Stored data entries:
==========

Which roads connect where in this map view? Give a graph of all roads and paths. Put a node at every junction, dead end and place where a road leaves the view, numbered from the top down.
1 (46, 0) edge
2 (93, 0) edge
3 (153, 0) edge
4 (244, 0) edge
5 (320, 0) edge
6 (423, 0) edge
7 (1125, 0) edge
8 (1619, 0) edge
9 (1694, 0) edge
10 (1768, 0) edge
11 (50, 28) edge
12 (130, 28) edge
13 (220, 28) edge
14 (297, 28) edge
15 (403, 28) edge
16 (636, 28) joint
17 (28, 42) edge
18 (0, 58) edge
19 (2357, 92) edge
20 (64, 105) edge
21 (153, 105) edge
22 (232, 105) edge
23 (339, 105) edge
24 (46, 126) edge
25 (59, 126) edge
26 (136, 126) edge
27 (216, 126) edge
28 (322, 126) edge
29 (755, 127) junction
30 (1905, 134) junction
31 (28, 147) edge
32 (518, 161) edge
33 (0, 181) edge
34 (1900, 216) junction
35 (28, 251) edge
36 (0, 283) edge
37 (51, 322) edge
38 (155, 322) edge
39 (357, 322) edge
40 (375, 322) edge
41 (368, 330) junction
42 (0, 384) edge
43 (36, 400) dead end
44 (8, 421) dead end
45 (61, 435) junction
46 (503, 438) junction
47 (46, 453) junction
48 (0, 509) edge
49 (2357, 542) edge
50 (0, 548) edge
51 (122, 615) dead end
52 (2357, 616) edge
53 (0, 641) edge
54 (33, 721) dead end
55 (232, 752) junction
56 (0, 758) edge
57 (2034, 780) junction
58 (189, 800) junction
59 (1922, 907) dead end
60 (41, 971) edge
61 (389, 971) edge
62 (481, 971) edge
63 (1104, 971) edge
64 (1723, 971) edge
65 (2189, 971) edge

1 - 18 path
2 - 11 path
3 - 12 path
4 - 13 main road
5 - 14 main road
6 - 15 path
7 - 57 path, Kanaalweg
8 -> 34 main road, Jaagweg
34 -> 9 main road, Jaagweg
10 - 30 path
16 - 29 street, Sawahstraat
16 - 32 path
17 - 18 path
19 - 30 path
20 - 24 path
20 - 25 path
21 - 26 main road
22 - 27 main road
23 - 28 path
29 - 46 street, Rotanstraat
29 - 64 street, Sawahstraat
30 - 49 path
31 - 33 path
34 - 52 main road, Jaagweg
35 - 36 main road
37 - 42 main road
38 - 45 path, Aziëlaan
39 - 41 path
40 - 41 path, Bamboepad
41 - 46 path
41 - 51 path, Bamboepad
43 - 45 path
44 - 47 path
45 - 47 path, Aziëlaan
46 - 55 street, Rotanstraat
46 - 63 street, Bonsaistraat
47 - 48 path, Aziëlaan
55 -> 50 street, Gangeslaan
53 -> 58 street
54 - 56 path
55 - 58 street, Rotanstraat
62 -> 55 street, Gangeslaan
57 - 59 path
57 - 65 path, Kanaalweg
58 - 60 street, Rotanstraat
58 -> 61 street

==========

The records above must be repeated exactly, every one of them.

-- ANSWER BOX --
Which roads connect where in this map view? Give a graph of all roads and paths. Put a node at every junction, dead end and place where a road leaves the view, numbered from the top down.
1 (46, 0) edge
2 (93, 0) edge
3 (153, 0) edge
4 (244, 0) edge
5 (320, 0) edge
6 (423, 0) edge
7 (1125, 0) edge
8 (1619, 0) edge
9 (1694, 0) edge
10 (1768, 0) edge
11 (50, 28) edge
12 (130, 28) edge
13 (220, 28) edge
14 (297, 28) edge
15 (403, 28) edge
16 (636, 28) joint
17 (28, 42) edge
18 (0, 58) edge
19 (2357, 92) edge
20 (64, 105) edge
21 (153, 105) edge
22 (232, 105) edge
23 (339, 105) edge
24 (46, 126) edge
25 (59, 126) edge
26 (136, 126) edge
27 (216, 126) edge
28 (322, 126) edge
29 (755, 127) junction
30 (1905, 134) junction
31 (28, 147) edge
32 (518, 161) edge
33 (0, 181) edge
34 (1900, 216) junction
35 (28, 251) edge
36 (0, 283) edge
37 (51, 322) edge
38 (155, 322) edge
39 (357, 322) edge
40 (375, 322) edge
41 (368, 330) junction
42 (0, 384) edge
43 (36, 400) dead end
44 (8, 421) dead end
45 (61, 435) junction
46 (503, 438) junction
47 (46, 453) junction
48 (0, 509) edge
49 (2357, 542) edge
50 (0, 548) edge
51 (122, 615) dead end
52 (2357, 616) edge
53 (0, 641) edge
54 (33, 721) dead end
55 (232, 752) junction
56 (0, 758) edge
57 (2034, 780) junction
58 (189, 800) junction
59 (1922, 907) dead end
60 (41, 971) edge
61 (389, 971) edge
62 (481, 971) edge
63 (1104, 971) edge
64 (1723, 971) edge
65 (2189, 971) edge

1 - 18 path
2 - 11 path
3 - 12 path
4 - 13 main road
5 - 14 main road
6 - 15 path
7 - 57 path, Kanaalweg
8 -> 34 main road, Jaagweg
34 -> 9 main road, Jaagweg
10 - 30 path
16 - 29 street, Sawahstraat
16 - 32 path
17 - 18 path
19 - 30 path
20 - 24 path
20 - 25 path
21 - 26 main road
22 - 27 main road
23 - 28 path
29 - 46 street, Rotanstraat
29 - 64 street, Sawahstraat
30 - 49 path
31 - 33 path
34 - 52 main road, Jaagweg
35 - 36 main road
37 - 42 main road
38 - 45 path, Aziëlaan
39 - 41 path
40 - 41 path, Bamboepad
41 - 46 path
41 - 51 path, Bamboepad
43 - 45 path
44 - 47 path
45 - 47 path, Aziëlaan
46 - 55 street, Rotanstraat
46 - 63 street, Bonsaistraat
47 - 48 path, Aziëlaan
55 -> 50 street, Gangeslaan
53 -> 58 street
54 - 56 path
55 - 58 street, Rotanstraat
62 -> 55 street, Gangeslaan
57 - 59 path
57 - 65 path, Kanaalweg
58 - 60 street, Rotanstraat
58 -> 61 street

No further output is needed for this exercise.